韓国は「早期英才教育」と「選択と集中」が人材育成の基本方針となっています。
科学技術分野の人材育成頼めに国公立20校の科学高校とよばれるものがあります。
しかし、同時に、政府は「平等」「公平」を重視しているので1974年に高校標準化制度を導入しました。
これは一部の地域を除いて高校入試を廃し、名門高校を一気に解体するという制度です。
格差を取り除くために上位高校を分解したのですね。
学区内にある高校に皆が進学できるようにしました。
中間層の学力にあわせた学習指導に変わりました。
しかし今度はトップレベルの生徒の意欲減退や学力低下が問題になります。
身分が固定化された社会と教育との関係
この辺りはほんとうに匙加減が難しいですよね。
以前紹介した本があります。
エマニュエル・トッド氏による『大分断』です。
この本には上流階級と下流による教育の格差によって、フランスでは生まれた段階からすでに道程が定まっていることが指摘されています。

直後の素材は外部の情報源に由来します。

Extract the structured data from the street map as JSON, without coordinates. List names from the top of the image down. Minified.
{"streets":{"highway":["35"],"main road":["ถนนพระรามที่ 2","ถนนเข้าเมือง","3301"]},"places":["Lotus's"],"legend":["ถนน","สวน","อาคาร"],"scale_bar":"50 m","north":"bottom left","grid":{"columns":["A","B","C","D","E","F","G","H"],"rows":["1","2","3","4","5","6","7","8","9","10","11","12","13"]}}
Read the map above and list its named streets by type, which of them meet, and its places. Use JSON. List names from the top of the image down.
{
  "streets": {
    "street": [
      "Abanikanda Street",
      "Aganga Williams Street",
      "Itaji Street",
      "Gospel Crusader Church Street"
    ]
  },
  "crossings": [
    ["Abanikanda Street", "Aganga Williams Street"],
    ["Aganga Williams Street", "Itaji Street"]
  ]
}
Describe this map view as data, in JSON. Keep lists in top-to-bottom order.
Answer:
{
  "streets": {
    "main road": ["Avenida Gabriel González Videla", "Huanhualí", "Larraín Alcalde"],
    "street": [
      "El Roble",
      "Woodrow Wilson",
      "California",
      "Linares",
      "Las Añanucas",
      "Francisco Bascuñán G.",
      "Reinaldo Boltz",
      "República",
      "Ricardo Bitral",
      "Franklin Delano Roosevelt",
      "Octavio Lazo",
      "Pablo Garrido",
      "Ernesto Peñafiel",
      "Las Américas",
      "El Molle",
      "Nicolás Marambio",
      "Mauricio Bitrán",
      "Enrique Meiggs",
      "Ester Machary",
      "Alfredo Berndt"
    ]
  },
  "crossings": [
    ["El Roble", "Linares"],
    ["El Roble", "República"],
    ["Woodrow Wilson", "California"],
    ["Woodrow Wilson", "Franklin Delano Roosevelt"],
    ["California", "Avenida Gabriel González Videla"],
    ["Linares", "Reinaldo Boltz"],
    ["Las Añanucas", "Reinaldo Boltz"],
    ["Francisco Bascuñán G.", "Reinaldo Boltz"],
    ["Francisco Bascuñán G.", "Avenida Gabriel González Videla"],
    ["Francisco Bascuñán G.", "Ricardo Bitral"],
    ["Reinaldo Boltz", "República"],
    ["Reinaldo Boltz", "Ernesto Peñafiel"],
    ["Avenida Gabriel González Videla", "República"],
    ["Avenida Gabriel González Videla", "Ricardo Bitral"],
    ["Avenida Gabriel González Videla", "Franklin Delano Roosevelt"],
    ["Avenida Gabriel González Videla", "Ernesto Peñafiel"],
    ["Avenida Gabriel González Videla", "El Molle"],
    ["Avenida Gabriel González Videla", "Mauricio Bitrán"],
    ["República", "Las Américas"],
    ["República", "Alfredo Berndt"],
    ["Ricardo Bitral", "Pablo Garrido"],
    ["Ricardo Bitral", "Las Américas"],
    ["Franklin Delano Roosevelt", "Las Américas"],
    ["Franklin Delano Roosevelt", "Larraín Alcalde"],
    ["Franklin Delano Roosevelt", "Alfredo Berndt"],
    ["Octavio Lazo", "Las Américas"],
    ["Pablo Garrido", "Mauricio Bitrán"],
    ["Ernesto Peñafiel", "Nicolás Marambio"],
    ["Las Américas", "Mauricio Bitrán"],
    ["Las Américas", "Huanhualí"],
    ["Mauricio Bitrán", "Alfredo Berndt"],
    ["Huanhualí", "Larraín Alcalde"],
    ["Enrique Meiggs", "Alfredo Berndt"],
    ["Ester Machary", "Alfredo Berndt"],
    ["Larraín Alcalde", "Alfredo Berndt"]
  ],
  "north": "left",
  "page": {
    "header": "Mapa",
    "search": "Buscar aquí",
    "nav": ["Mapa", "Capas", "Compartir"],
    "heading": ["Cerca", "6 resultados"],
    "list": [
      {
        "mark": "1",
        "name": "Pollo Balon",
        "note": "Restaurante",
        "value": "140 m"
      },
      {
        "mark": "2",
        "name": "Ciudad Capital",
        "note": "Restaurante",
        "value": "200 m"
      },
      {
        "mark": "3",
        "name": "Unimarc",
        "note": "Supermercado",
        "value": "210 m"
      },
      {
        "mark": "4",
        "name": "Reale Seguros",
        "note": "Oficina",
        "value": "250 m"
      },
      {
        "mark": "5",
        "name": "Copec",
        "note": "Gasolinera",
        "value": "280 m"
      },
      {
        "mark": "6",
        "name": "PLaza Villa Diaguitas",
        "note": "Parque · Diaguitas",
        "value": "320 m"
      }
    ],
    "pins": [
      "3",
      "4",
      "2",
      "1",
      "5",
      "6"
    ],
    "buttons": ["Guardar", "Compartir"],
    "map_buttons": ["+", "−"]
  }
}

固定化された社会では、上流階級である政治家や官僚は下々の人間の気持ちや経済状態について理解を示すことができず、民主主義国家が崩壊していく、と彼は警告をならしていました。
韓国もそういった事態を避けたいために「平等」や「公正」などを意識していたのでしょう。
ちなみに、この中でピエール・ブルデューという社会学者の〈再生産〉という概念が非常に重要なのです。
最近、ブルデューに教えを受けた夫妻ミシェル・パンソンとモニク・パンソン=シャルロが原案の漫画が出ました。
分かりやすい本なので、購入して、階級の再生産というブルデューの考えにふれてみてください。
子供への期待が教育虐待を招く
さて、「平等」への反省から2000年には「英才教育振興法」を制定し、エリート教育をさらに強化した科学英才高校を6校、新設しました。
英才教育にかかる費用はすべて無料で、税金による負担です。
中学校1年生から受験可能であり、高度な専門教育を受けることになります。
ところが、こういった短期集中的な英才教育プログラムにはつきものの「プレッシャーによる精神崩壊」が問題になっています。
自殺した韓国の生徒会長
一例をあげましょう。
ソウルの科学高校で生徒会長を務めていた優秀な人物が投身自殺をはかりました。
自殺理由は韓国技術科学院(KAIST=Korea Advanced Institute of Science Technology)への飛び級進学に失敗したことでした。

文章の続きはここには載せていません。